Do MEMS accelerometers have a lower frequency limit?
There is no lower limit to the frequency response of the acceleration to output transfer function. As the other answers have said, they detect orientation, which means detecting gravity all the way down to DC.
However, be aware that all accelerometers, regardless of technology, suffer from the velocity to acceleration transfer function falling by 6dB per octave towards DC, and the position to acceleration transfer function falling by 12dB/octave, as the shaking frequency decreases. At lower frequencies, the same acceleration is going to correspond to larger amplitudes and higher velocities, so it will certainly seem like the sensitivity falls towards DC.
From what I recall, some accelerometers use 4_leg capacitive bridges, etched out of the top silicon layers to provide tiny suspended masses that respond to changes in force.

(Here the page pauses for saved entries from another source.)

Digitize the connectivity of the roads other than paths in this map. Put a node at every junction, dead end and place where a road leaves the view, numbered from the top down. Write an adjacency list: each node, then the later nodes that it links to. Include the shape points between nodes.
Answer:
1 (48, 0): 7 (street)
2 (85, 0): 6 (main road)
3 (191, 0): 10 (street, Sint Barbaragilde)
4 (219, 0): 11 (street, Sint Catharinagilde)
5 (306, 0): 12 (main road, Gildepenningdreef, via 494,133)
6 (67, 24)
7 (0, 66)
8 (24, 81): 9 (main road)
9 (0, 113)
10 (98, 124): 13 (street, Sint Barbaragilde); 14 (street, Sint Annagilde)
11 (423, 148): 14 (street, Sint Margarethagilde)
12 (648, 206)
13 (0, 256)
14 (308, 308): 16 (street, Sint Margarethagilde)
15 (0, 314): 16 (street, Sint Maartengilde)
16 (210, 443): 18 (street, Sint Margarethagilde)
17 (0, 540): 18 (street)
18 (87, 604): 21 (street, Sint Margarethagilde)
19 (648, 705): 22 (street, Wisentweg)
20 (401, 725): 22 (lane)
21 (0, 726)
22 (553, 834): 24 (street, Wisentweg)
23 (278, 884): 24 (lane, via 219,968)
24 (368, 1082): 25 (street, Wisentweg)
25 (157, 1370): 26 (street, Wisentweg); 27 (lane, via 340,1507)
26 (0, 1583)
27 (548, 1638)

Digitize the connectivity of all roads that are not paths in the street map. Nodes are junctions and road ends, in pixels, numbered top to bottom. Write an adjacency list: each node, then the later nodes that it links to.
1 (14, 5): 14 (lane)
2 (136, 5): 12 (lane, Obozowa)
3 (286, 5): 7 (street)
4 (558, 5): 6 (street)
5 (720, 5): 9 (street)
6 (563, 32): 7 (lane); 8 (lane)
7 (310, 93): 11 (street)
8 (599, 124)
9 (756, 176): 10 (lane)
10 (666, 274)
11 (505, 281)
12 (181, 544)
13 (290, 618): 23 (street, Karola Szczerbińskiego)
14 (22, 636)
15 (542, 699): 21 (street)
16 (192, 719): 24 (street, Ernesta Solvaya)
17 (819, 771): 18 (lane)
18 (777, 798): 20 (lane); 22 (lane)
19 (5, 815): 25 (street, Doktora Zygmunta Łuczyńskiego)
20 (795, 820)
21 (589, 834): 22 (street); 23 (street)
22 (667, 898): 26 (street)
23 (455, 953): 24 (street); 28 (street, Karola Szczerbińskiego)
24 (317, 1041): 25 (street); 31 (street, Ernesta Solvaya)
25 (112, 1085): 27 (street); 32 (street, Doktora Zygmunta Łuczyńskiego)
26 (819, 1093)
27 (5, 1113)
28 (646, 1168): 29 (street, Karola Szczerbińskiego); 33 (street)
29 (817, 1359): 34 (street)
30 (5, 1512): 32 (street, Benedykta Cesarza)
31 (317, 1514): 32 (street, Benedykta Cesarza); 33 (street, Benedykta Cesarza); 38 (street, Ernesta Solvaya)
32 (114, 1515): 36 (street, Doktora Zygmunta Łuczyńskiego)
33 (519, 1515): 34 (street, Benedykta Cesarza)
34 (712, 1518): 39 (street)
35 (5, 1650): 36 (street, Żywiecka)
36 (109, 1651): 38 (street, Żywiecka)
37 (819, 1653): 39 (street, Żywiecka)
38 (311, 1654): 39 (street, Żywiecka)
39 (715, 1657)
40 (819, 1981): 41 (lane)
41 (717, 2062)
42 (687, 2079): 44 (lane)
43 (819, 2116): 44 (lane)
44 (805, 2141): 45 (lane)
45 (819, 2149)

Because capacitance measurements have no lower limits (using AC_stimuli to detect bridge imbalance), you should be able to sense down to DC.
Such a lower limit would not make much sense and would render the device unusable for detecting the orientation.
A MEMS accelerometer will (typically) output the acceleration from Earth's gravity when it's resting. You will see this as "-1" or "+1" in the Z or Y axis, depending on its definition. This would not work if it could not detect frequencies all they way down to 0 Hz.